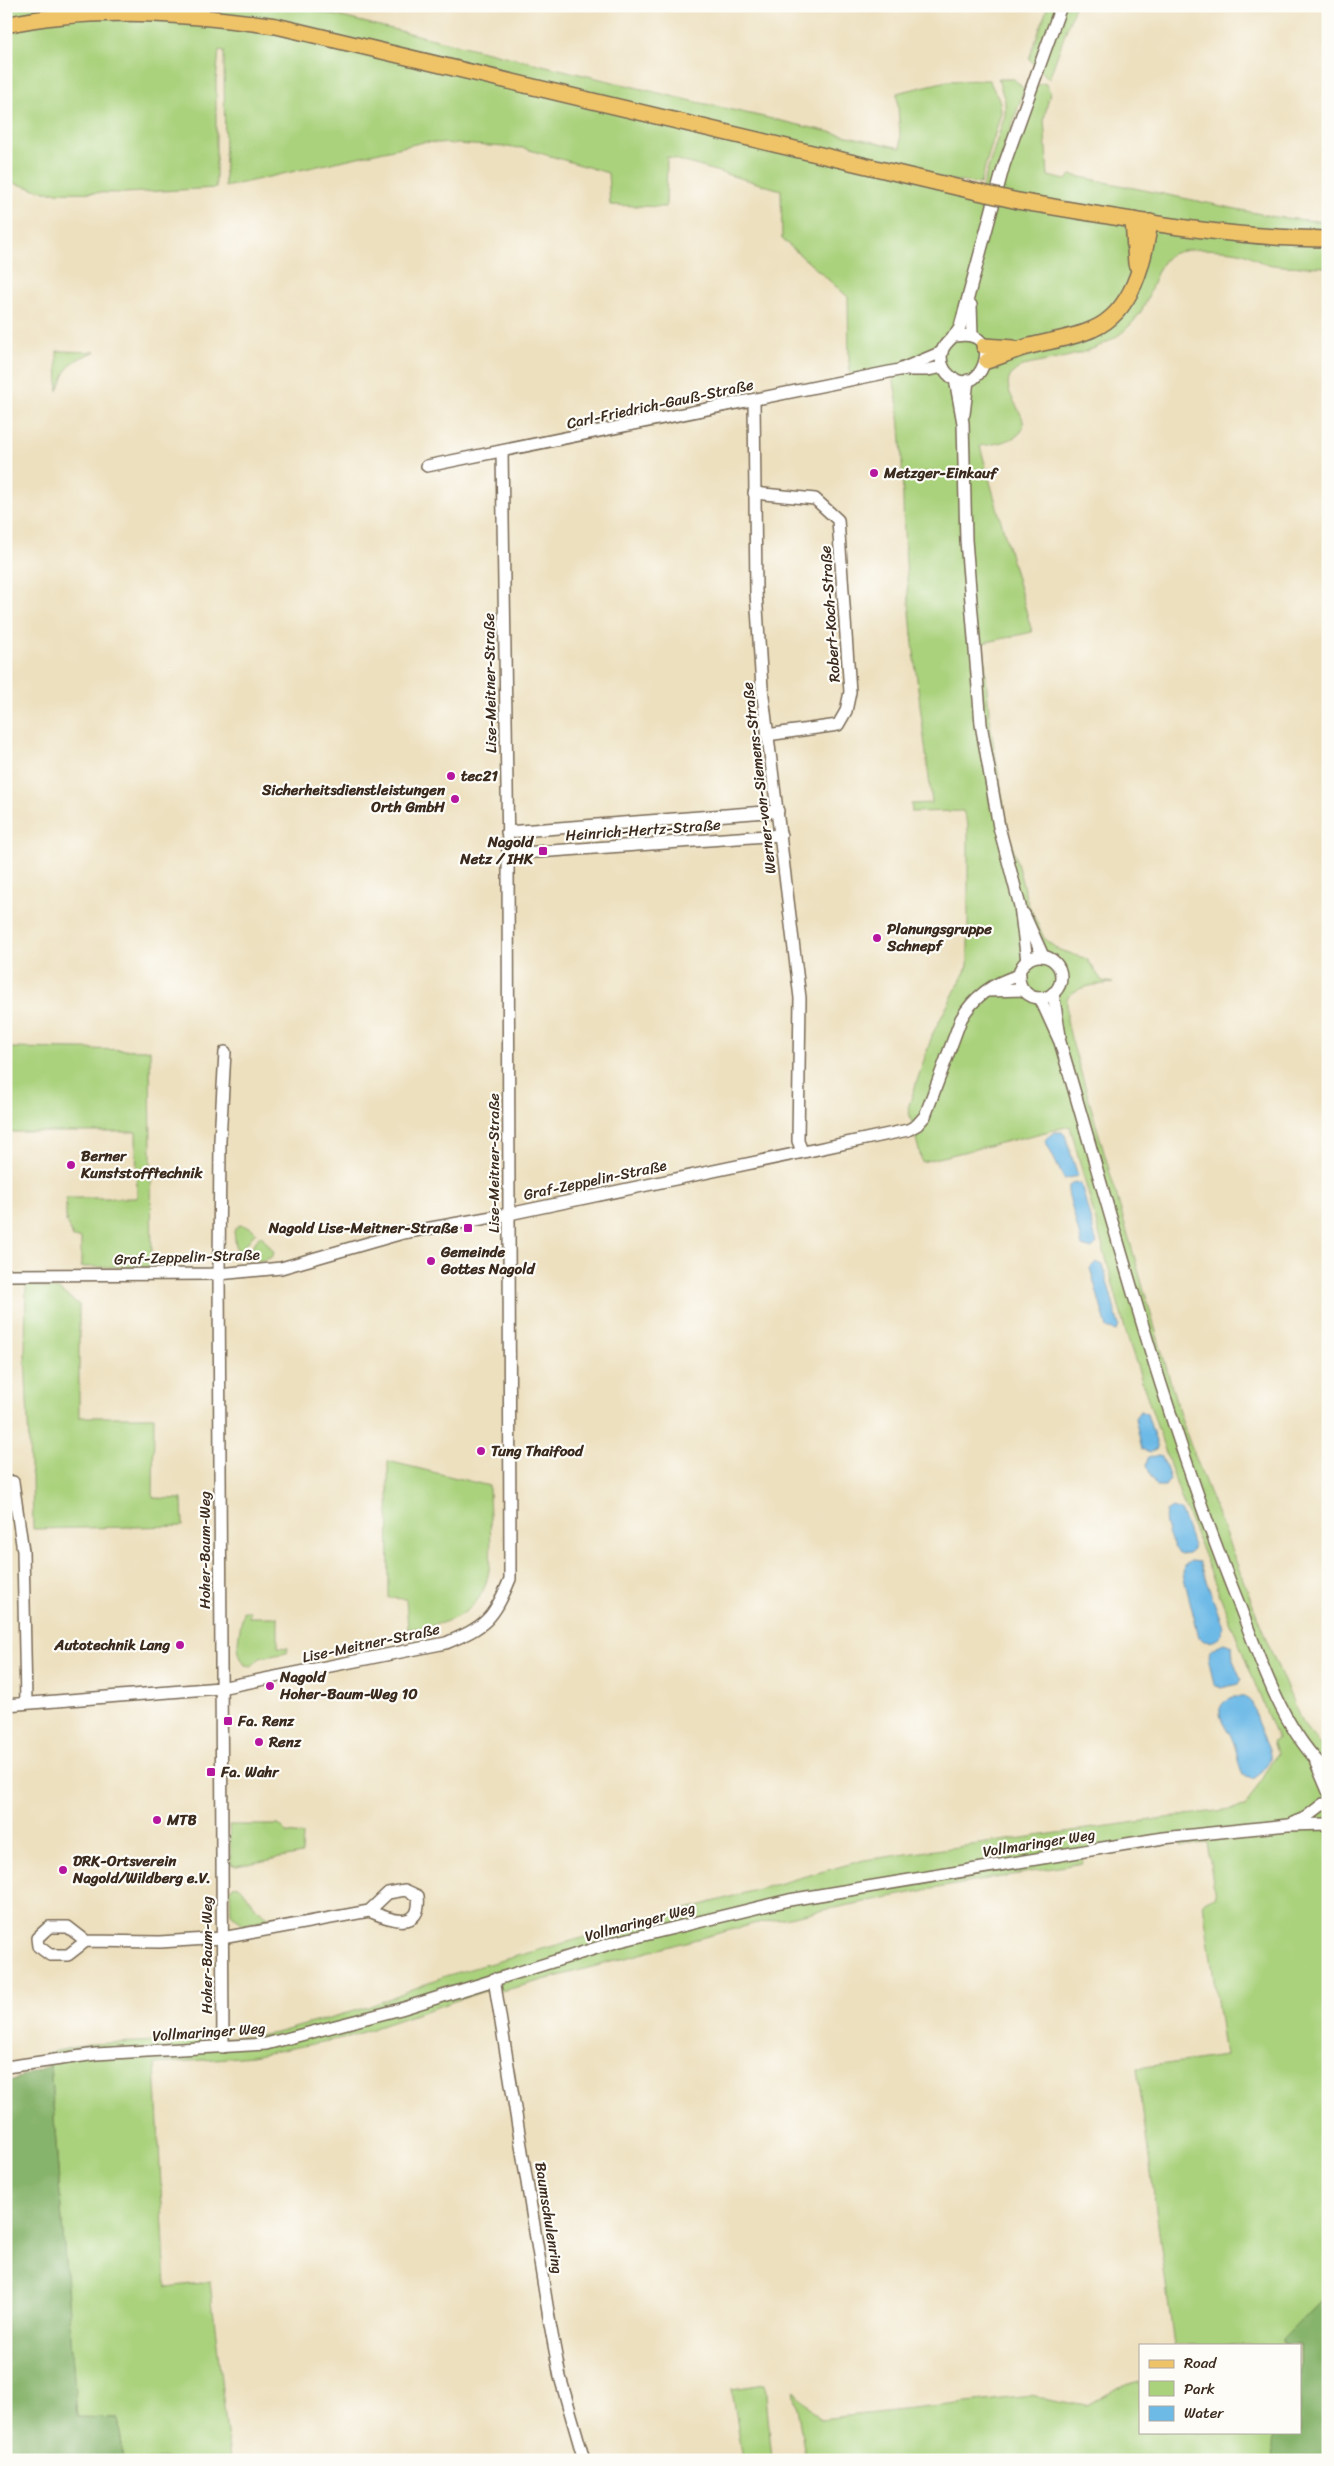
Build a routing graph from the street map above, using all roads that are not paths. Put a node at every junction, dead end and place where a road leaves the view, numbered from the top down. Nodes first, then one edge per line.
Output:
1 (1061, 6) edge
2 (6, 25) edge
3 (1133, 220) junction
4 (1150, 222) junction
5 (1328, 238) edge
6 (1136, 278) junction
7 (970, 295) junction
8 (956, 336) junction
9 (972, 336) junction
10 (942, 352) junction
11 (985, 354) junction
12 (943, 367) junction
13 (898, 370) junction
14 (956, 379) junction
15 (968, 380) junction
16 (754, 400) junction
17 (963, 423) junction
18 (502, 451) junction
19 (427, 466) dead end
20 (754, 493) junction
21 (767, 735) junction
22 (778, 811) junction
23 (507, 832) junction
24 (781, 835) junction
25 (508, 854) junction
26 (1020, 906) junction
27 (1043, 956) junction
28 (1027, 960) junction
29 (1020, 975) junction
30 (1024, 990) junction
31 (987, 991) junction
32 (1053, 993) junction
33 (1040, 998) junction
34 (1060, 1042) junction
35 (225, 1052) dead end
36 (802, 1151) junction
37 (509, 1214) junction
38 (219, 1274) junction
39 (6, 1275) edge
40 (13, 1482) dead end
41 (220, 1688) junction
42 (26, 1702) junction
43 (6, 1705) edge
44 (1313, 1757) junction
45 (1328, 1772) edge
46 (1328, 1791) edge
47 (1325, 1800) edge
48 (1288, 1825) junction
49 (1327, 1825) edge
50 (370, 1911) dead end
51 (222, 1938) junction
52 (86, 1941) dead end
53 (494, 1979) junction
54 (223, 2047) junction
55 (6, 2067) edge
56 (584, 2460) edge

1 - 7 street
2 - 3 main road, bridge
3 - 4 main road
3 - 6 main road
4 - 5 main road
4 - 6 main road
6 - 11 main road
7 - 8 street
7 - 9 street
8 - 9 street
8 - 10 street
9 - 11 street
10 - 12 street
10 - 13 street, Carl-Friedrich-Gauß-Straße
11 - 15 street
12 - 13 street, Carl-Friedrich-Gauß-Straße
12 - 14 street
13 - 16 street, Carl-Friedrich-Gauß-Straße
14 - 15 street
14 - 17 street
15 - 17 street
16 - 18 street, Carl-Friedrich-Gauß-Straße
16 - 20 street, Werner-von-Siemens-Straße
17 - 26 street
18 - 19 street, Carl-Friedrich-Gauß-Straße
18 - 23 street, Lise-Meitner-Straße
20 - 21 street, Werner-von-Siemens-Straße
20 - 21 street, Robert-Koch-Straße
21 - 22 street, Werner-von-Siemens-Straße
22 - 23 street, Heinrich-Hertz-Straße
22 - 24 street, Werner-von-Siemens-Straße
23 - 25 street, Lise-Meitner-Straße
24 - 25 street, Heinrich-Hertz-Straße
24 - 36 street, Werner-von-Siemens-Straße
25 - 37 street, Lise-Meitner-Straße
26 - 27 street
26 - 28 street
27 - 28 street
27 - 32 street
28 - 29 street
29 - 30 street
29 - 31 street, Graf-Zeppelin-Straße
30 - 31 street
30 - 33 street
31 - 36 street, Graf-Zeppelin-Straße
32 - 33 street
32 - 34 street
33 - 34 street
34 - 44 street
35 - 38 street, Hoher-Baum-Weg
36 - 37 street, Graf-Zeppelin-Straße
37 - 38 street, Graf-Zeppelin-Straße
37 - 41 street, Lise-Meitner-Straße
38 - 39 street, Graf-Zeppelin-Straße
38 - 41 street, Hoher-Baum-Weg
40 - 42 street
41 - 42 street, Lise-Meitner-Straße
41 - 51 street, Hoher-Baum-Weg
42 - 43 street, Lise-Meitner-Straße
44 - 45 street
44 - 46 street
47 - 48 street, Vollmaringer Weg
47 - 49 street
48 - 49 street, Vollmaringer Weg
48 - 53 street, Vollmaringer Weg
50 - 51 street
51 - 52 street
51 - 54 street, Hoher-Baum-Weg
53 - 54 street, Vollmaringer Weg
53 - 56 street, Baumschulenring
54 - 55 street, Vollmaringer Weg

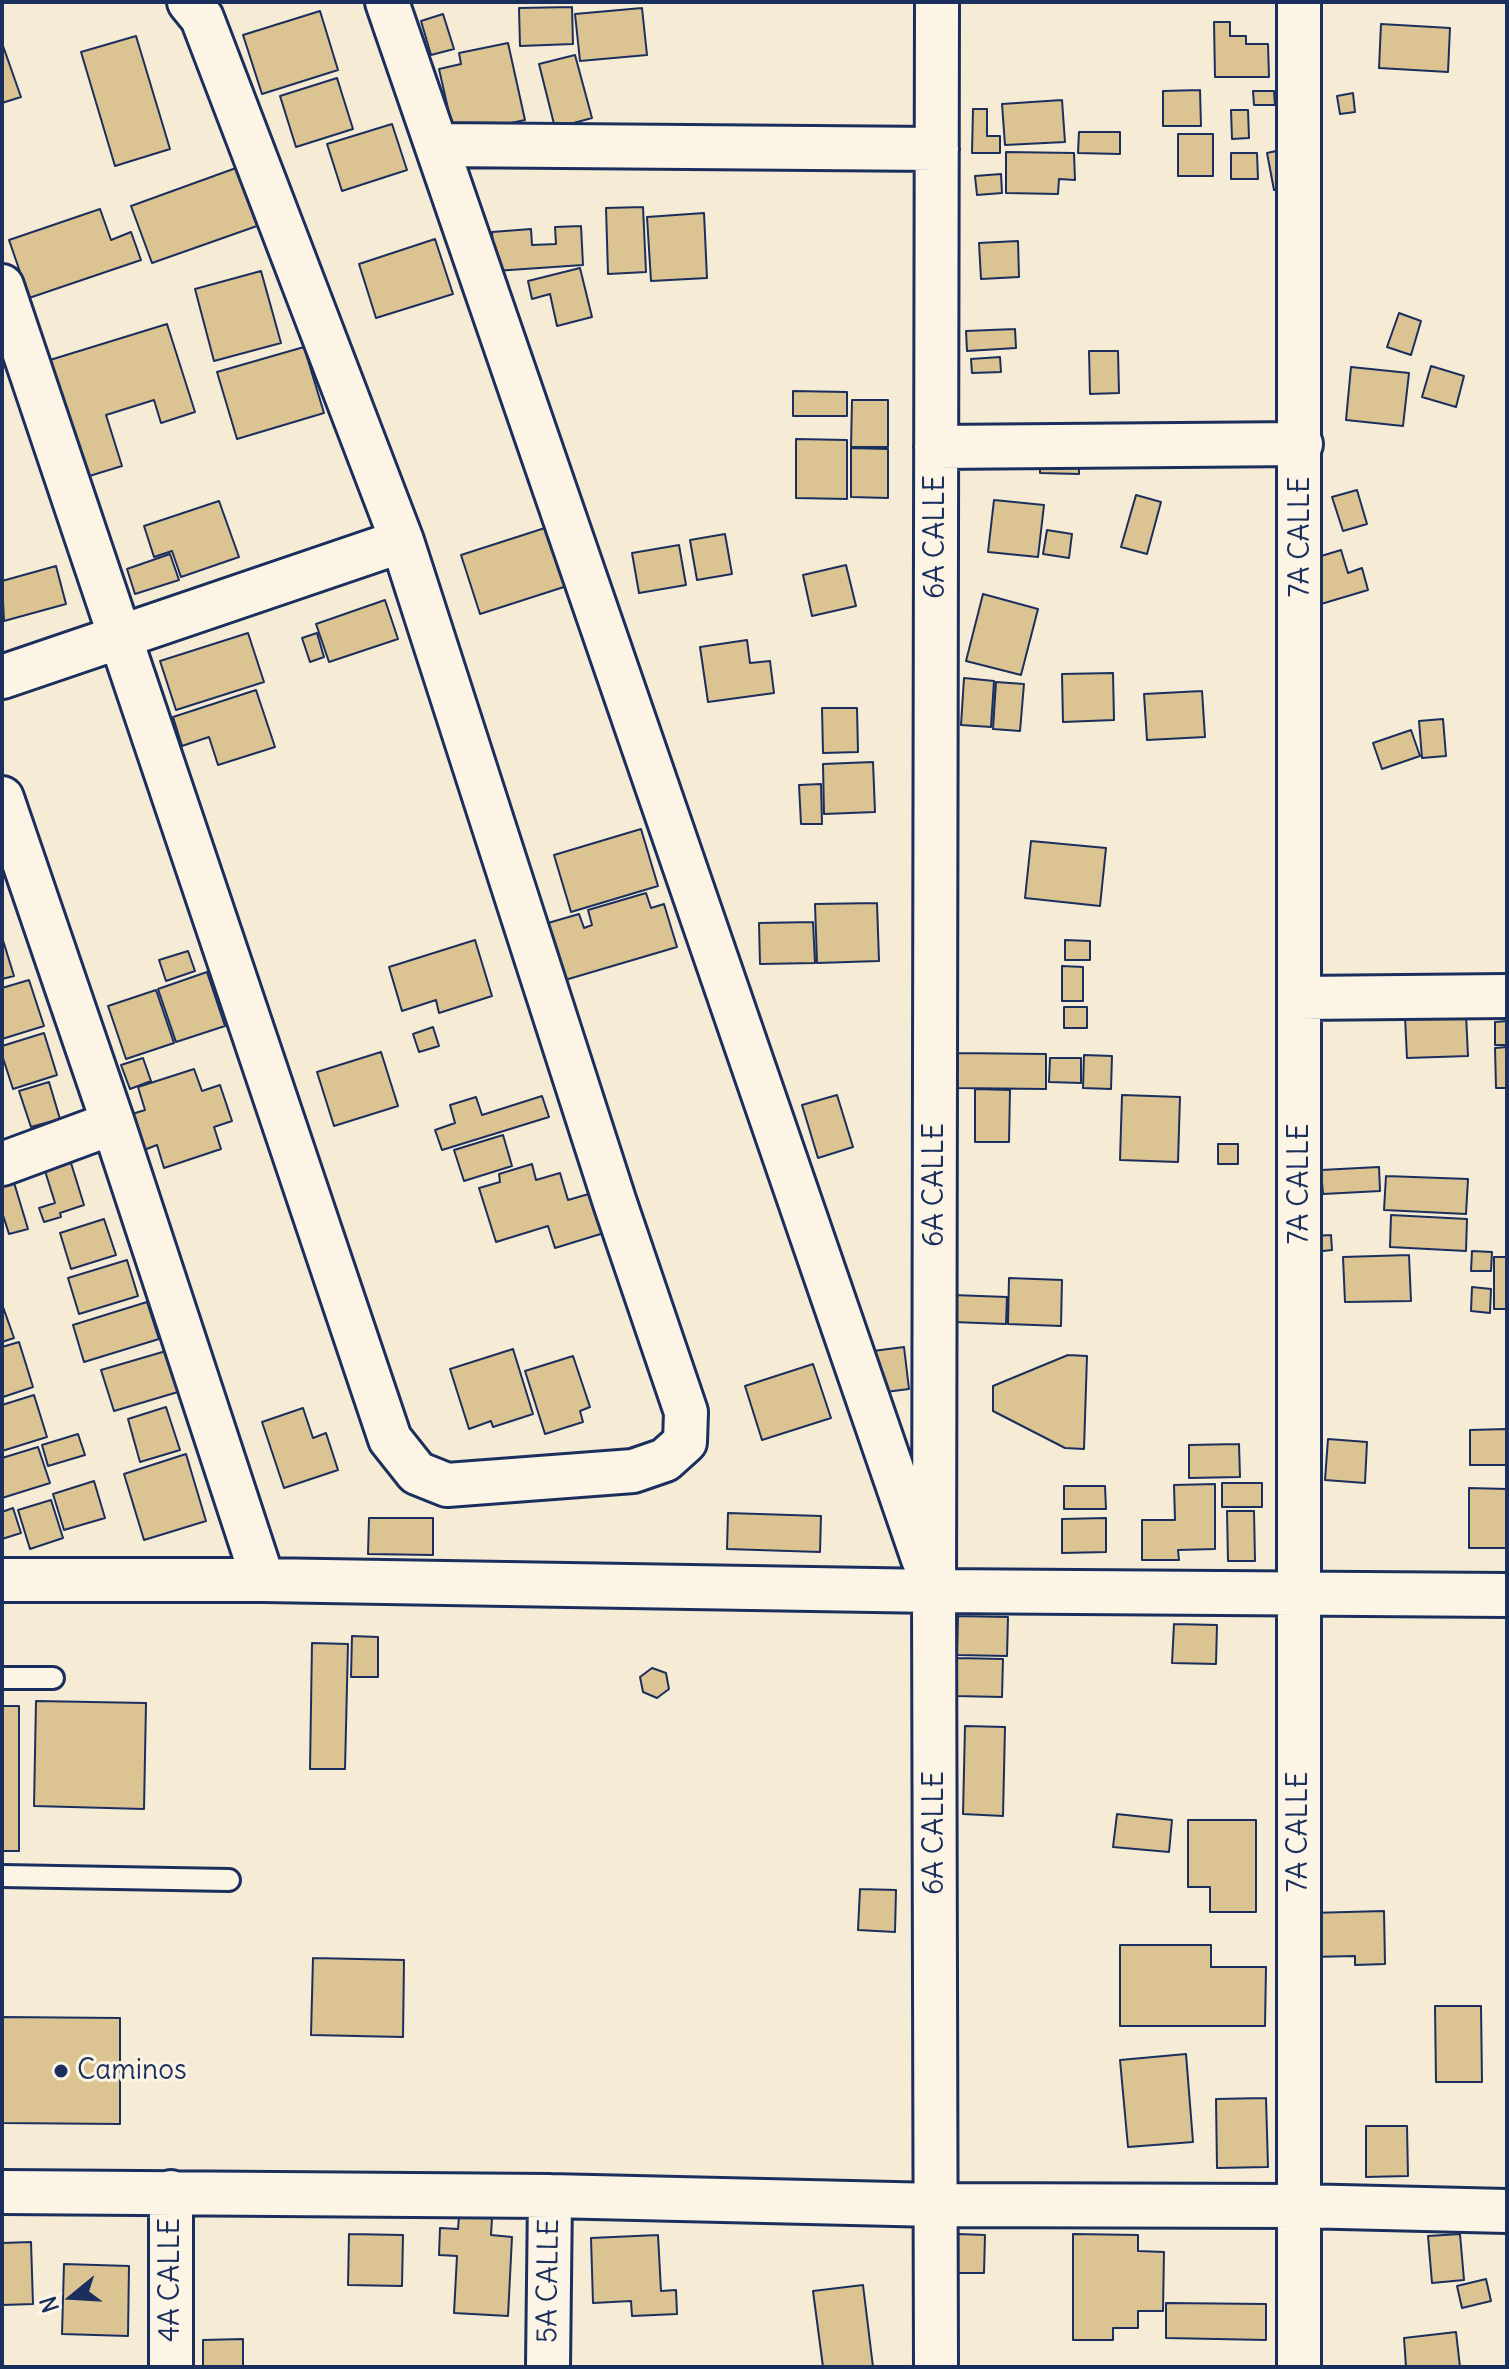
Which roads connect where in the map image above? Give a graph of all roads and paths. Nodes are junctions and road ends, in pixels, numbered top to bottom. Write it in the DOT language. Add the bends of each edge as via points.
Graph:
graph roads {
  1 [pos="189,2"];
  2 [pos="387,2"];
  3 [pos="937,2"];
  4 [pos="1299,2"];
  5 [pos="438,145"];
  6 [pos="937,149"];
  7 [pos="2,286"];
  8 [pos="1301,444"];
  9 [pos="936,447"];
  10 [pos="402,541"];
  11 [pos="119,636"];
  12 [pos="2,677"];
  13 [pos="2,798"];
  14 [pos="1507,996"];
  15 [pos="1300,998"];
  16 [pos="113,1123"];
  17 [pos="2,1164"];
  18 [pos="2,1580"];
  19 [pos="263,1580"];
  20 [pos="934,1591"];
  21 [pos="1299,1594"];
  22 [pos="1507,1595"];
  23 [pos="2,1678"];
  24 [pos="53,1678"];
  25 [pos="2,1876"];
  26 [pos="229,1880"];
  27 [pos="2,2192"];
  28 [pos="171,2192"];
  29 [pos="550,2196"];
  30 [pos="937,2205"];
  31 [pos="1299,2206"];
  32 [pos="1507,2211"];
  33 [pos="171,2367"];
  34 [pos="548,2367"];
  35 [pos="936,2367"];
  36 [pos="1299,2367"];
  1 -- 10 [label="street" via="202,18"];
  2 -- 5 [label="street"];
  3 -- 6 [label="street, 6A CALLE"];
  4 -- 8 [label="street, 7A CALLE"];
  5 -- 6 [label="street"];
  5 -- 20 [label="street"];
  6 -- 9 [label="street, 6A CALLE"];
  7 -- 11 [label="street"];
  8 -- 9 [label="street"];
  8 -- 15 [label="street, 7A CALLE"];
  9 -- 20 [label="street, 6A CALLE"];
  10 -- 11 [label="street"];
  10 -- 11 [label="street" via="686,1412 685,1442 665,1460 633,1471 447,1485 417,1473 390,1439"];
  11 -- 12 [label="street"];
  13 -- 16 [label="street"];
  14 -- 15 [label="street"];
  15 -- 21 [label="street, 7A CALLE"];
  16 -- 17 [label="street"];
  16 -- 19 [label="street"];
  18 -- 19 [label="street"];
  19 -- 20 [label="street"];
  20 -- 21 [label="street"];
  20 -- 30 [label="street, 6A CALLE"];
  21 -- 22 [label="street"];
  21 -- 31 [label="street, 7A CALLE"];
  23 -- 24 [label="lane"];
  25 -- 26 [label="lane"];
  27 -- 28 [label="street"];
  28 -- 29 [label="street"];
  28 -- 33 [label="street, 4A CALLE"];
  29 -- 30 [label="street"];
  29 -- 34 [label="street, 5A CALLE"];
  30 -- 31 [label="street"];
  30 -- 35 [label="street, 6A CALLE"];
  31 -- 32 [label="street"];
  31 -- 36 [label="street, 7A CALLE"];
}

☆ ☆ ☆ ☆ ☆

● **What needs to be done**
Your answer should consist of each line above in which "Graf" appears.

● **Reply to the task**
29 - 31 street, Graf-Zeppelin-Straße
31 - 36 street, Graf-Zeppelin-Straße
36 - 37 street, Graf-Zeppelin-Straße
37 - 38 street, Graf-Zeppelin-Straße
38 - 39 street, Graf-Zeppelin-Straße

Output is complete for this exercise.